[WHAT TO PRODUCE]: Set down each entry exactly as given; pictures should not appear in the copy.
········
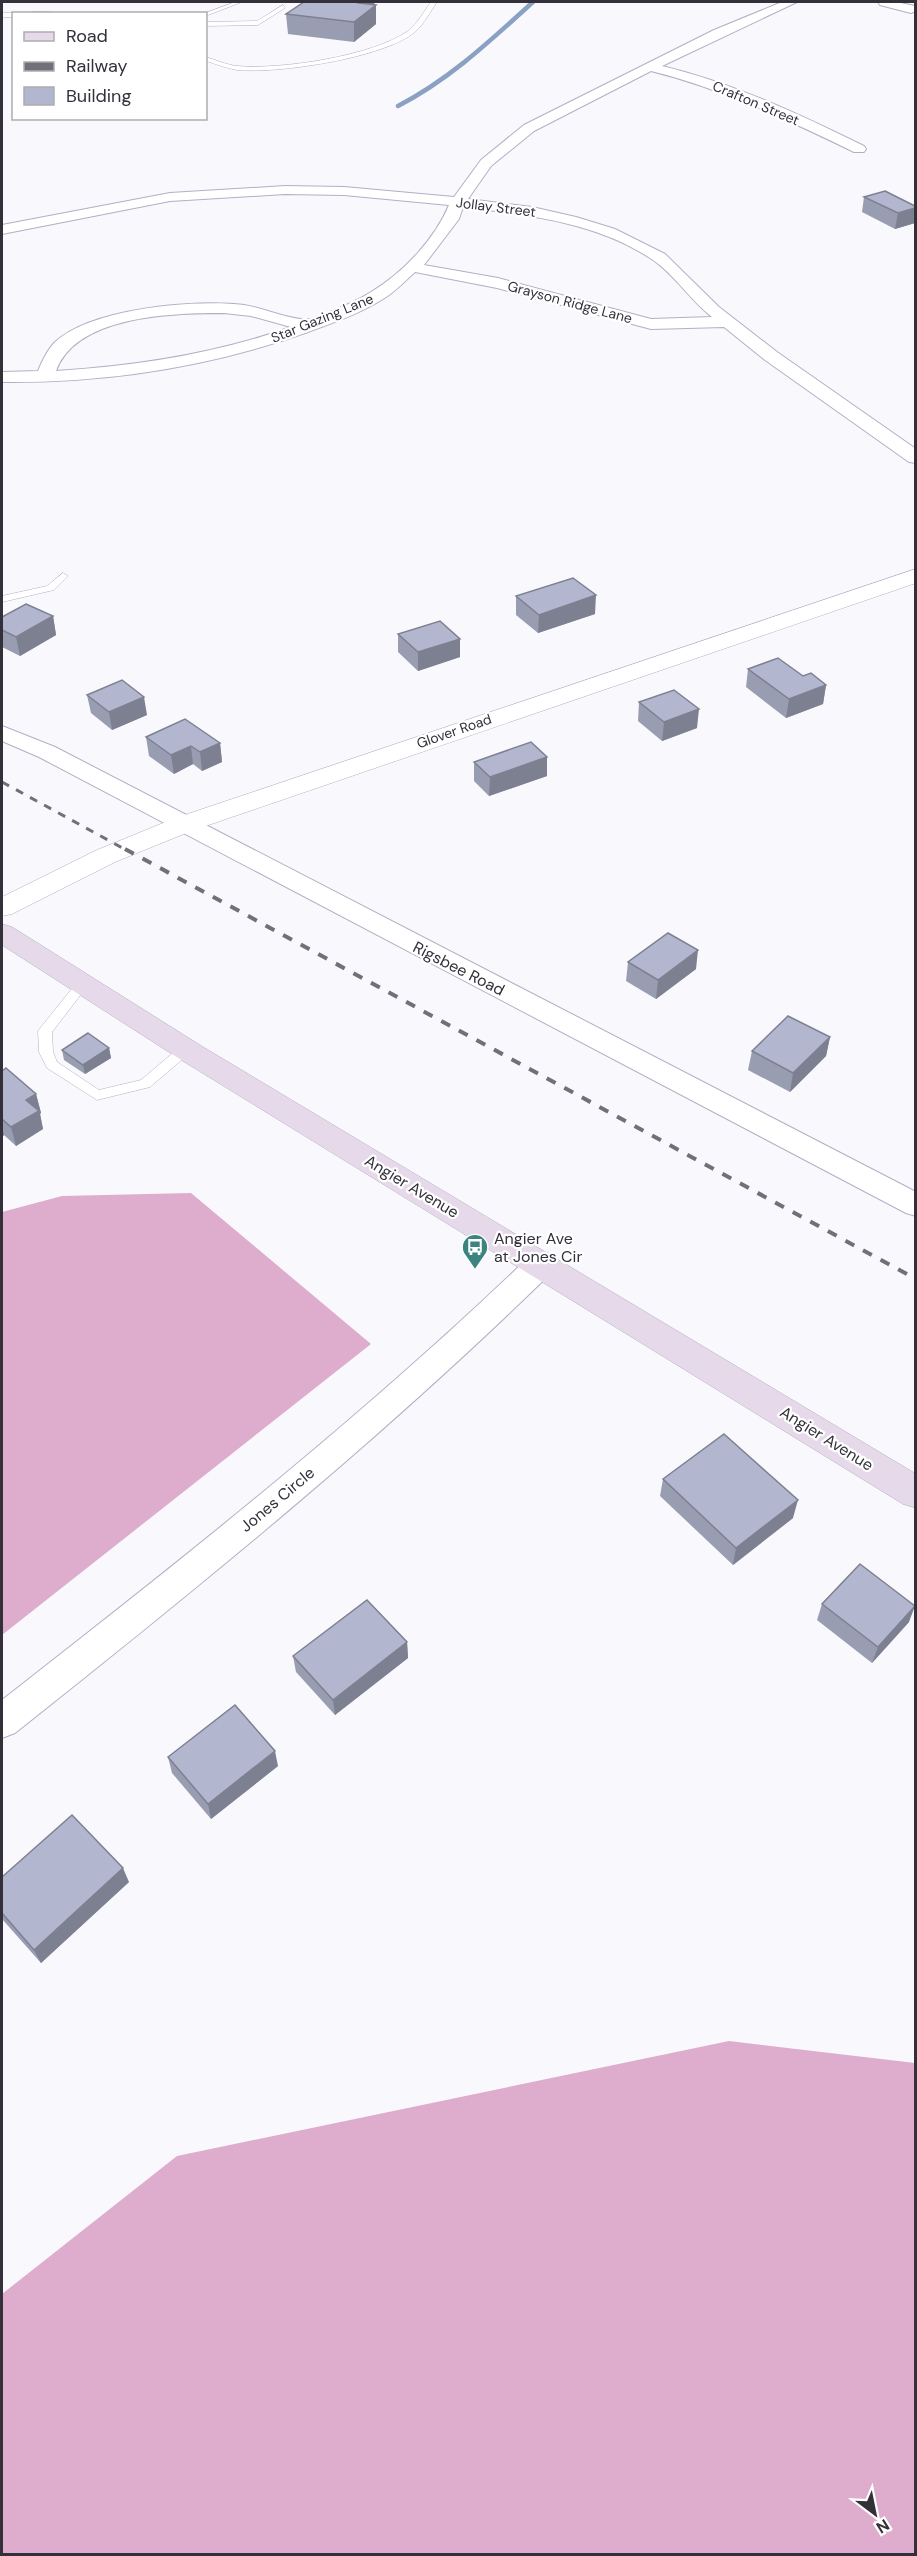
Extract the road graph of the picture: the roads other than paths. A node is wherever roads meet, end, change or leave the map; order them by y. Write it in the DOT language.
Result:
graph roads {
  1 [pos="239,2"];
  2 [pos="434,2"];
  3 [pos="791,2"];
  4 [pos="884,2"];
  5 [pos="283,7"];
  6 [pos="911,9"];
  7 [pos="207,14"];
  8 [pos="207,24"];
  9 [pos="207,59"];
  10 [pos="649,67"];
  11 [pos="859,149"];
  12 [pos="458,202"];
  13 [pos="2,229"];
  14 [pos="412,267"];
  15 [pos="728,322"];
  16 [pos="306,326"];
  17 [pos="45,376"];
  18 [pos="2,377"];
  19 [pos="915,458"];
  20 [pos="915,575"];
  21 [pos="63,576"];
  22 [pos="2,599"];
  23 [pos="2,733"];
  24 [pos="182,825"];
  25 [pos="2,908"];
  26 [pos="2,933"];
  27 [pos="83,984"];
  28 [pos="186,1049"];
  29 [pos="915,1205"];
  30 [pos="542,1263"];
  31 [pos="915,1493"];
  32 [pos="2,1721"];
  1 -- 7 [label="lane"];
  2 -- 9 [label="lane"];
  3 -- 10 [label="street, Star Gazing Lane"];
  4 -- 6 [label="street"];
  5 -- 8 [label="lane"];
  10 -- 11 [label="street, Crafton Street"];
  10 -- 12 [label="street, Star Gazing Lane"];
  12 -- 13 [label="street, Jollay Street"];
  12 -- 14 [label="street, Star Gazing Lane"];
  12 -- 15 [label="street, Jollay Street"];
  14 -- 15 [label="street, Grayson Ridge Lane"];
  14 -- 16 [label="street, Star Gazing Lane"];
  15 -- 19 [label="street, Jollay Street"];
  16 -- 17 [label="street, Star Gazing Lane"];
  16 -- 17 [label="street"];
  17 -- 18 [label="street, Star Gazing Lane"];
  20 -- 24 [label="street, Glover Road"];
  21 -- 22 [label="lane"];
  23 -- 24 [label="street, Rigsbee Road"];
  24 -- 25 [label="street, Glover Road"];
  24 -- 29 [label="street, Rigsbee Road"];
  26 -- 27 [label="main road, Angier Avenue"];
  27 -- 28 [label="main road, Angier Avenue"];
  27 -- 28 [label="lane"];
  28 -- 30 [label="main road, Angier Avenue"];
  30 -- 31 [label="main road, Angier Avenue"];
  30 -- 32 [label="street, Jones Circle"];
}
········
[TASK RESULT]:
Extract the road graph of the picture: the roads other than paths. A node is wherever roads meet, end, change or leave the map; order them by y. Write it in the DOT language.
Result:
graph roads {
  1 [pos="239,2"];
  2 [pos="434,2"];
  3 [pos="791,2"];
  4 [pos="884,2"];
  5 [pos="283,7"];
  6 [pos="911,9"];
  7 [pos="207,14"];
  8 [pos="207,24"];
  9 [pos="207,59"];
  10 [pos="649,67"];
  11 [pos="859,149"];
  12 [pos="458,202"];
  13 [pos="2,229"];
  14 [pos="412,267"];
  15 [pos="728,322"];
  16 [pos="306,326"];
  17 [pos="45,376"];
  18 [pos="2,377"];
  19 [pos="915,458"];
  20 [pos="915,575"];
  21 [pos="63,576"];
  22 [pos="2,599"];
  23 [pos="2,733"];
  24 [pos="182,825"];
  25 [pos="2,908"];
  26 [pos="2,933"];
  27 [pos="83,984"];
  28 [pos="186,1049"];
  29 [pos="915,1205"];
  30 [pos="542,1263"];
  31 [pos="915,1493"];
  32 [pos="2,1721"];
  1 -- 7 [label="lane"];
  2 -- 9 [label="lane"];
  3 -- 10 [label="street, Star Gazing Lane"];
  4 -- 6 [label="street"];
  5 -- 8 [label="lane"];
  10 -- 11 [label="street, Crafton Street"];
  10 -- 12 [label="street, Star Gazing Lane"];
  12 -- 13 [label="street, Jollay Street"];
  12 -- 14 [label="street, Star Gazing Lane"];
  12 -- 15 [label="street, Jollay Street"];
  14 -- 15 [label="street, Grayson Ridge Lane"];
  14 -- 16 [label="street, Star Gazing Lane"];
  15 -- 19 [label="street, Jollay Street"];
  16 -- 17 [label="street, Star Gazing Lane"];
  16 -- 17 [label="street"];
  17 -- 18 [label="street, Star Gazing Lane"];
  20 -- 24 [label="street, Glover Road"];
  21 -- 22 [label="lane"];
  23 -- 24 [label="street, Rigsbee Road"];
  24 -- 25 [label="street, Glover Road"];
  24 -- 29 [label="street, Rigsbee Road"];
  26 -- 27 [label="main road, Angier Avenue"];
  27 -- 28 [label="main road, Angier Avenue"];
  27 -- 28 [label="lane"];
  28 -- 30 [label="main road, Angier Avenue"];
  30 -- 31 [label="main road, Angier Avenue"];
  30 -- 32 [label="street, Jones Circle"];
}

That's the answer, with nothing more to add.